------ Provided data
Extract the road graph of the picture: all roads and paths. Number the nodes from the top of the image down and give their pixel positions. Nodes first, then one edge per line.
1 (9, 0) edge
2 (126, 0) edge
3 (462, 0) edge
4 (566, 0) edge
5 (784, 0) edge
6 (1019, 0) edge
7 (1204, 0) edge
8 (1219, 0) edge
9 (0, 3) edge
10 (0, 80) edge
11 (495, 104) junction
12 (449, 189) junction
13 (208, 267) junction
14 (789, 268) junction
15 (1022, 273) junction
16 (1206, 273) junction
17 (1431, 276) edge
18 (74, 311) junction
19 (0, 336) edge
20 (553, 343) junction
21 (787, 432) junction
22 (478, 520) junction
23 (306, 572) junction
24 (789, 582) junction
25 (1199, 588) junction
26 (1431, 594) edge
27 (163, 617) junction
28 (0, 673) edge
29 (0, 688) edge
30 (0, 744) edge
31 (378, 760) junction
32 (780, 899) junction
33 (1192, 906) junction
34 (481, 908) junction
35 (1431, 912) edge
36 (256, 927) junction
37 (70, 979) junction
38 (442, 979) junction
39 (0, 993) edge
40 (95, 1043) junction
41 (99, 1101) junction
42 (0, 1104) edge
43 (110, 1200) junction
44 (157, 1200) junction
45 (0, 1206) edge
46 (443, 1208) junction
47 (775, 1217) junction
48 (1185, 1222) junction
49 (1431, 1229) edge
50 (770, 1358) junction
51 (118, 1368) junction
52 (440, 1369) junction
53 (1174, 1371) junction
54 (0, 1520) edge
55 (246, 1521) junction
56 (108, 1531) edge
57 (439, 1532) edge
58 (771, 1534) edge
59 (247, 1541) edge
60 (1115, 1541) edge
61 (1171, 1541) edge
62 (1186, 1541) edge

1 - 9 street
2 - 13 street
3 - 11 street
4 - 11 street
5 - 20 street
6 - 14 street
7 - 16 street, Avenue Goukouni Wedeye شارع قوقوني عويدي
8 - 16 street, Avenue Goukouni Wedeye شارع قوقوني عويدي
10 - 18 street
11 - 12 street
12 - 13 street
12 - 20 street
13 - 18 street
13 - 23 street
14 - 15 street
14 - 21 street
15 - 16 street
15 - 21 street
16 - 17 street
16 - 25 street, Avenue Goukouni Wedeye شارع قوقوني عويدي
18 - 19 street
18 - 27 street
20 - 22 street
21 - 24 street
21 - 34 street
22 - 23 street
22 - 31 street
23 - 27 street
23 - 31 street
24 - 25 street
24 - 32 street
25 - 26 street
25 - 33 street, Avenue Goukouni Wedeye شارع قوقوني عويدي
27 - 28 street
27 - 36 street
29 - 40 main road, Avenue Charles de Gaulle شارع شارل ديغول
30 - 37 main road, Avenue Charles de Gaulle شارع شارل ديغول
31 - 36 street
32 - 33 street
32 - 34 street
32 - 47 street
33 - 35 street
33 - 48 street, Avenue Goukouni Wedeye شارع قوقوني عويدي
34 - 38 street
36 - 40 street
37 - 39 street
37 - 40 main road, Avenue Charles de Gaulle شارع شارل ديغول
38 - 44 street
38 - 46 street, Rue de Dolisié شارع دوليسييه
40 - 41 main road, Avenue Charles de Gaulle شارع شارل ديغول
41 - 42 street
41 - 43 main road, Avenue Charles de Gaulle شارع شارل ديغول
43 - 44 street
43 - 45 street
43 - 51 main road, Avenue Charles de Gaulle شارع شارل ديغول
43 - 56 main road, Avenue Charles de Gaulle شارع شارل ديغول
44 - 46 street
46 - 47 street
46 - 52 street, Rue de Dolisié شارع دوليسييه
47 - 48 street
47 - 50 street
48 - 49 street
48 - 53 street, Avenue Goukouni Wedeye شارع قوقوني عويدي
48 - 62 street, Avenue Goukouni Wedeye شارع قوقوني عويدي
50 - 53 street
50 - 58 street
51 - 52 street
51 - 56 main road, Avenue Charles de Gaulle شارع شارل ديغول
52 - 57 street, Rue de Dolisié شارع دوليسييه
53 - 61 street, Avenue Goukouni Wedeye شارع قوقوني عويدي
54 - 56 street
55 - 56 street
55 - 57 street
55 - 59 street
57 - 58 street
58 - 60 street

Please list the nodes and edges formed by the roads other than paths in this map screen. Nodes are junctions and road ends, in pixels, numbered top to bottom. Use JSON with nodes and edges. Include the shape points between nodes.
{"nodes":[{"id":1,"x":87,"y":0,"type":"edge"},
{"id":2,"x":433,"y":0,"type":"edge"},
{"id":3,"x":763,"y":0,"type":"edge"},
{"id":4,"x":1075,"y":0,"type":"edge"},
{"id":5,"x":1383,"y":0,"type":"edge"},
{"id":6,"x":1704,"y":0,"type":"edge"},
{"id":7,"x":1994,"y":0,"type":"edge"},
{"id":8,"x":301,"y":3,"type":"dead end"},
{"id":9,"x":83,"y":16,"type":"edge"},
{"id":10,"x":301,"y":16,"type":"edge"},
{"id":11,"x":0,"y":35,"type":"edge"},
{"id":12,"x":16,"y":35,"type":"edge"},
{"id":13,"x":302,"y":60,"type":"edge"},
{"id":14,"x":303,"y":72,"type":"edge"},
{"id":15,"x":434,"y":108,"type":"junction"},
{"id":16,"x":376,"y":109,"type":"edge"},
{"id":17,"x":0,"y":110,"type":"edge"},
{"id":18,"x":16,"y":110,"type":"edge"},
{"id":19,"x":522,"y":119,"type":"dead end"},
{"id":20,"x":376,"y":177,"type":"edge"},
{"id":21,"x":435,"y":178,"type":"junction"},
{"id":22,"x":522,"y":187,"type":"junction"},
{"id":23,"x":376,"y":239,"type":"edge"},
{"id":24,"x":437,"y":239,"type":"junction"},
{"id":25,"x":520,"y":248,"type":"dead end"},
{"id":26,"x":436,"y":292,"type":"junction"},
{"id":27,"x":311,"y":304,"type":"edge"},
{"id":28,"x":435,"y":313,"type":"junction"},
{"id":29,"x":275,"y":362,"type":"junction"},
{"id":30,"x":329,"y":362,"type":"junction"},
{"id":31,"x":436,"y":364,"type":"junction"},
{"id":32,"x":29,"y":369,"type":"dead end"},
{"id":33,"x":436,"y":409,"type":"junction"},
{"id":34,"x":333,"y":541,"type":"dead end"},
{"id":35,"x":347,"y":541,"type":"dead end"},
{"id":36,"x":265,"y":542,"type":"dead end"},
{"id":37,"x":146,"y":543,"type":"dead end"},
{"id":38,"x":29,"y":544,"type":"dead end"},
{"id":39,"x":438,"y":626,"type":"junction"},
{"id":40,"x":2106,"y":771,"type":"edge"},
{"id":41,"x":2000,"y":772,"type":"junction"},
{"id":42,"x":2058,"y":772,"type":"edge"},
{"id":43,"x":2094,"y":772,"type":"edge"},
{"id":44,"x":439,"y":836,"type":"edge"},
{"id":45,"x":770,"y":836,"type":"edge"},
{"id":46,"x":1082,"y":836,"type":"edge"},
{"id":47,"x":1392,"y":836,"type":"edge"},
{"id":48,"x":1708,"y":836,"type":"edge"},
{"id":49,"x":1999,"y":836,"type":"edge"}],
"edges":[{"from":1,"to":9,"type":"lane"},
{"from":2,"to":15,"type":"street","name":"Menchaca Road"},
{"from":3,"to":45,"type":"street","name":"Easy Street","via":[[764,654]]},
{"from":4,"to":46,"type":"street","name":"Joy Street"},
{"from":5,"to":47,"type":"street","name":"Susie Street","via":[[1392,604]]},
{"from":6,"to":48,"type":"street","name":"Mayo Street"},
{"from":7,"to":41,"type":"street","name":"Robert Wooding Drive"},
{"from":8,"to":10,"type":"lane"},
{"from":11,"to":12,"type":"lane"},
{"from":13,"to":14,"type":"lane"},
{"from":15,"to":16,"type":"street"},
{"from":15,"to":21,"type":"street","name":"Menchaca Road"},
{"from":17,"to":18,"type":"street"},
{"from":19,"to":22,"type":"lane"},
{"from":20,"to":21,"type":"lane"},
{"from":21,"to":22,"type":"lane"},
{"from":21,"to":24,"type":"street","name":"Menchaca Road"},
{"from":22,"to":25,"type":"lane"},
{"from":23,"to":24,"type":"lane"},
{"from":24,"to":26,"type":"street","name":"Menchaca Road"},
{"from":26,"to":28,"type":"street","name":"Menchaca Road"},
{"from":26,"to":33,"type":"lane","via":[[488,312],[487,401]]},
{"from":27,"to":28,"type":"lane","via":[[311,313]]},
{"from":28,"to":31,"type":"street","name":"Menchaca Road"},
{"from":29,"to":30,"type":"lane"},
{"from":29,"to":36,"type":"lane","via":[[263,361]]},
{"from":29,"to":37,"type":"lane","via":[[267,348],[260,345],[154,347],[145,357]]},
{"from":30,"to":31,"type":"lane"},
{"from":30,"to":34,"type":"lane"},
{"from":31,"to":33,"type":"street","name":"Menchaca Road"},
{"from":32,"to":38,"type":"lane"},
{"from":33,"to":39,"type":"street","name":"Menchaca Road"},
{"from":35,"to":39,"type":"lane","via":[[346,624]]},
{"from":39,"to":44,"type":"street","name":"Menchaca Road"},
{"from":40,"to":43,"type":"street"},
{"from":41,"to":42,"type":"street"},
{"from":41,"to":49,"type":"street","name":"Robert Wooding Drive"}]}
------------
Try it: Copy out, from the records above, every line that holds the string "edges".

Answer to the problem:
Please list the nodes and edges formed by the roads other than paths in this map screen. Nodes are junctions and road ends, in pixels, numbered top to bottom. Use JSON with nodes and edges. Include the shape points between nodes.
"edges":[{"from":1,"to":9,"type":"lane"},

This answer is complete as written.